**Provided records**
------------------------

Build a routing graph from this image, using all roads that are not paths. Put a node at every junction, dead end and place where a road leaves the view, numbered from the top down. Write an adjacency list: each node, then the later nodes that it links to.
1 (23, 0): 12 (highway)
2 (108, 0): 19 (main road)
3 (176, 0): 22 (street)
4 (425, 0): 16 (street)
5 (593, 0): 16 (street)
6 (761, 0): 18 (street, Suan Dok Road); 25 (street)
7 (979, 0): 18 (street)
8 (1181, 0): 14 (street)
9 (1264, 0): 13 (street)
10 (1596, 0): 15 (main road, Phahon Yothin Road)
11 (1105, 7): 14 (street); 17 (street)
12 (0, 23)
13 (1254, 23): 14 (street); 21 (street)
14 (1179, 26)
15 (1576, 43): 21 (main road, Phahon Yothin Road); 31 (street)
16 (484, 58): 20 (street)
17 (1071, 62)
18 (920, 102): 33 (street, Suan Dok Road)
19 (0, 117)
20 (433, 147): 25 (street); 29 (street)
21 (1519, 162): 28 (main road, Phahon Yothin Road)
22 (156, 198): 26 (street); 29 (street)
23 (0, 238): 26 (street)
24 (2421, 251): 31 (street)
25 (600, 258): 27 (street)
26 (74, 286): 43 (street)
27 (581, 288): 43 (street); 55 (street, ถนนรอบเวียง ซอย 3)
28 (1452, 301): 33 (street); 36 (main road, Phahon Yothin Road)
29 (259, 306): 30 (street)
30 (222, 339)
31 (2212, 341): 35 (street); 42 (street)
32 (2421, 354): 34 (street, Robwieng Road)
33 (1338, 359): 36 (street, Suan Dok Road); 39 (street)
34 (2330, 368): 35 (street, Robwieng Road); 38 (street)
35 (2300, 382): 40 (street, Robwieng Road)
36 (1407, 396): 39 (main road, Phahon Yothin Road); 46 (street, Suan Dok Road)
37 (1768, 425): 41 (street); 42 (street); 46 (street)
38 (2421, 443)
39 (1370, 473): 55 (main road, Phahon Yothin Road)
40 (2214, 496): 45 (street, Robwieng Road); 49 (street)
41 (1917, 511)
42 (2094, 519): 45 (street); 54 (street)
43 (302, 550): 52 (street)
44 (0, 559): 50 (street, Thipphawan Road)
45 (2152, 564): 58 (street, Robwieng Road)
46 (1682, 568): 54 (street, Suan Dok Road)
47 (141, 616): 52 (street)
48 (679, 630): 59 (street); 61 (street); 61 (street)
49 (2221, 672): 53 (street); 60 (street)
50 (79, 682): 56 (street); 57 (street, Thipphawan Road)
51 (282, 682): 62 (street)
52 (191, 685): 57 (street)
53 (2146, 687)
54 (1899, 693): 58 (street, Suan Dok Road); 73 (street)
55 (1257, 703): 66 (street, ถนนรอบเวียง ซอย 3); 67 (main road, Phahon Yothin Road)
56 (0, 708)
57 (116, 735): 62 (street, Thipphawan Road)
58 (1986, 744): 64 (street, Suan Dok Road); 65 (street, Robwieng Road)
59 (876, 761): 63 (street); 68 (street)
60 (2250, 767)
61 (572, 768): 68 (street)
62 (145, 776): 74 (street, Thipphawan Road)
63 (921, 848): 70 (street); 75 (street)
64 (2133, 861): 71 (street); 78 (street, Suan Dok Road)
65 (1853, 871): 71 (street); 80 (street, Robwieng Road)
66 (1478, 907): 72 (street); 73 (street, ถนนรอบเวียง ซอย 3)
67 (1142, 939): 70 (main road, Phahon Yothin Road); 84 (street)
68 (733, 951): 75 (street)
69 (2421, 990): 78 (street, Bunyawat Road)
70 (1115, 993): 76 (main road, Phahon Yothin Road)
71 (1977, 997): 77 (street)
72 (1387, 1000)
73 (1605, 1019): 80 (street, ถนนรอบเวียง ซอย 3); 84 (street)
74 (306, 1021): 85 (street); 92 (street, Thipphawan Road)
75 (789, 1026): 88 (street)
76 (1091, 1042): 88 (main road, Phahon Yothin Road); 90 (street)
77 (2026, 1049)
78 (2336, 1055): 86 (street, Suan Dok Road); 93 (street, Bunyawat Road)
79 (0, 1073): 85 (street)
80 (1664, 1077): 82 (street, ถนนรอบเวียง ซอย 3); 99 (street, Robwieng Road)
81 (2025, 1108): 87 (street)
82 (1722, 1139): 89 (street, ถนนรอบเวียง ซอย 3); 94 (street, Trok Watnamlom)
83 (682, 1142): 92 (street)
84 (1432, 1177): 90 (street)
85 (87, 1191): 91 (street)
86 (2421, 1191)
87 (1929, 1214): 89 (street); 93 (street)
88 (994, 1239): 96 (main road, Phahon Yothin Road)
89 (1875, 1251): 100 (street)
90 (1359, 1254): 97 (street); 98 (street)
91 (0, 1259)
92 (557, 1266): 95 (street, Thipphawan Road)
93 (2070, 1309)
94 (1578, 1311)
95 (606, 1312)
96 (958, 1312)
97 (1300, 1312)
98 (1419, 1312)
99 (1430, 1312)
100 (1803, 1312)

------------------------

**Aim of the task**
Whenever the word "Yothin" appears in a line above, copy that line.

**Solution to this exercise**
10 (1596, 0): 15 (main road, Phahon Yothin Road)
15 (1576, 43): 21 (main road, Phahon Yothin Road); 31 (street)
21 (1519, 162): 28 (main road, Phahon Yothin Road)
28 (1452, 301): 33 (street); 36 (main road, Phahon Yothin Road)
36 (1407, 396): 39 (main road, Phahon Yothin Road); 46 (street, Suan Dok Road)
39 (1370, 473): 55 (main road, Phahon Yothin Road)
55 (1257, 703): 66 (street, ถนนรอบเวียง ซอย 3); 67 (main road, Phahon Yothin Road)
67 (1142, 939): 70 (main road, Phahon Yothin Road); 84 (street)
70 (1115, 993): 76 (main road, Phahon Yothin Road)
76 (1091, 1042): 88 (main road, Phahon Yothin Road); 90 (street)
88 (994, 1239): 96 (main road, Phahon Yothin Road)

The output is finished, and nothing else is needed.